Meine Situation sieht wie folgt aus:
Während unserer Ehe lief nicht alles rund und mir wurde regelmäßig mit der Scheidung gedroht. Wenn ich sie auf Dinge anspreche, die mich unglücklich machen, schwenkt sie das Gespräch immer auf Situationen wo sie im Recht ist.
Explizit gab es aber 2 Situationen, die meine Liebe zu ihr haben erkalten lassen. Vor allem der zweite ist entscheidend.
1. Kurz nach unserer Hochzeit ging sie mir fremd
2. Es gab kurz vor Corona einen heftigen Streit, woraufhin sie meine Kleider aus dem Schrank warf. Wie ich sie fragte was das soll, verpasste sie mir einen Schubser und ich fiel mit meinem Rücken auf meinen Nachttisch. Meine Beine spürte ich einen Moment nicht und hatte Schmerzen. Ich sagte es ihr, aber so einen kalten Blick als Antwort hatte ich noch nie bei ihr gesehen. Sie verschwand dann für den Rest des Tages. Danach ignorierte sie mich und meinen Sohn für ca. 2 Wochen.
Mein Sohn, damals noch nicht ganz 10, bekam das alles von Anfang an mit und war aufgelöst. Ich versprach ihm dann, dass wir die „Mama“ zurückholen. Ich besorgte mit ihm ein Buch und Blumen als Geschenk, da er es so wollte. Ich schwor mir, dass ich mich nicht so einfach aus dem Staub machen werde, da mein Sohn dafür noch zu jung ist. Ich fasste den Beschluss, dies zu tun, sobald er alt genug ist.
Dann kam Corona du es lief eigentlich gut in der Beziehung. Es war soweit gut, aber in letzter Zeit kamen immer wieder die subtilen Vorwürfe und eine Scheidungsandrohung.
Nun habe ich auf der Arbeit eine wahnsinnig tolle Frau kennengelernt. Wir verstehen uns sehr gut, lachen oft miteinander, sie fragt mich bei allem um Rat, wir verbringen sehr viele Pausen miteinander. Letzte Woche schüttete sie mir ihr sogar ihr Herz aus, wegen Problemen mit anderen Arbeitskollegen. Wenn sie mich ansieht, erkenne ich eine sehr starke Anziehung. Zudem fühle ich mich sehr wohl, wenn ich in ihrer Nähe bin. Ihre Persönlichkeit und Weltanschauung fasziniert mich, vor allem letztere überdeckt sich mit meiner immens. Im Gegensatz zu meiner sehr temperamentvollen Frau ist sie sehr ruhig und nett zu mir. Meine Arbeitskollegin ist frisch geschieden und weiß dass ich verheiratet bin.

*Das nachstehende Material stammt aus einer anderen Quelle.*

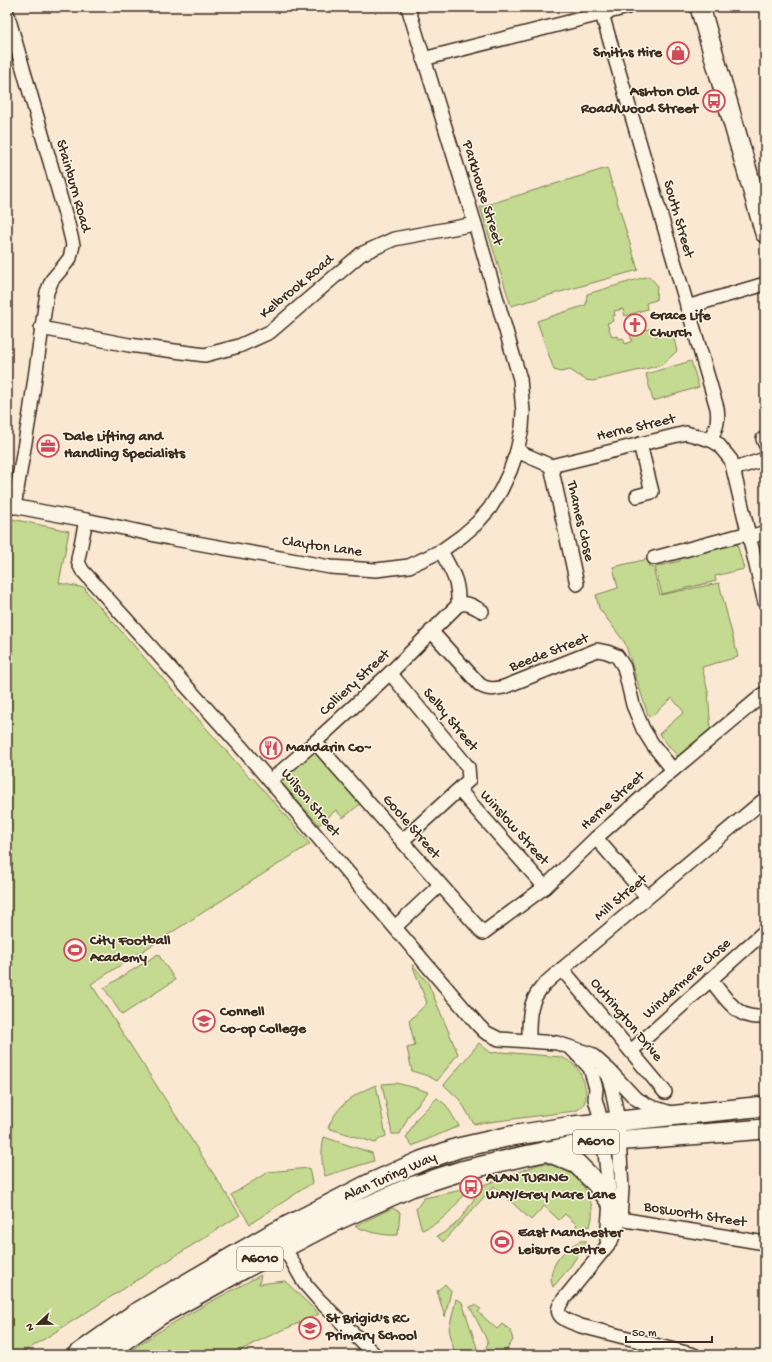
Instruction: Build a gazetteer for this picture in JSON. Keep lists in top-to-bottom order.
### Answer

Ein Beispiel dazu möchte ich erwähnen:
Ich erinnere mich daran, dass ich kurz vor meiner Hochzeit aus Macht der Gewohnheit nicht zum örtlichen Rathaus, sondern zum Landratsamt für ein Dokument fuhr. Ich wurde zusammengestaucht. Wie ich nun mit meiner Arbeitskollegin zum Essen in der Pause fuhr und falsch abbog, blieb sie ganz lieb und wir überlegten gemeinsam wie wir ans Ziel kommen.
Seit ca. einem dreiviertel Jahr gehe ich nun mit Schmetterlingen im Bauch durchs Leben. Ich bin bis über beide Ohren hinaus verliebt du mein Leben ist viel wertvoller geworden. Da mein Sohn nun viel weiter ist habe ich mich im Dezember letzten Jahren dazu entschlossen, mich von meiner Frau zu trennen. Leider schiebe ich das nun vor mir her, da ich nie den richtigen Moment finde. Meine Frau spürt dies, da ich sehr verschlossen geworden bin.
Meine Frage ist nun, wie ich am besten vorgehe.
Zuerst: Meine Arbeitskollegin ist, wie oben erwähnt, frisch geschieden und weiß dass ich verheiratet bin. Genauso, dass nicht alles rund läuft und ich in meiner Ehe Probleme habe. Wir gingen letztes Jahr zusammen Eis essen, seitdem kam kein weiteres Treffen nach der Arbeit zustande, da sie mir ehrlich sagte, dass sie aktuell wenig Zeit aufgrund der Scheidung hat. Seitdem die Scheidung nun durch ist, machte sie eine Andeutung „Man lernt ja neue Leute im Leben kennen“. Ich sehe das als den berüchtigten Wink mit dem Zaunpfahl.
Mein Dilemma ist folgendes: Wenn ich mich getrennt habe, wie sage ich es meiner Arbeitskollegin, ohne sie zu sehr unter Druck zu setzen und somit auch zu verschrecken.
Mir ist bewusst, dass man nicht fremdgehen und gerade mit Kind die Ehe aufrechterhalten soll. Leider bin ich aber in meiner Beziehung wie oben beschrieben sehr unglücklich und habe das Gefühl, dass mein Leben wieder einen Sinn hat seit ich meine Arbeitskollegin kennengelernt habe.
Für eure Ratschläge möchte ich mich vorab bedanken.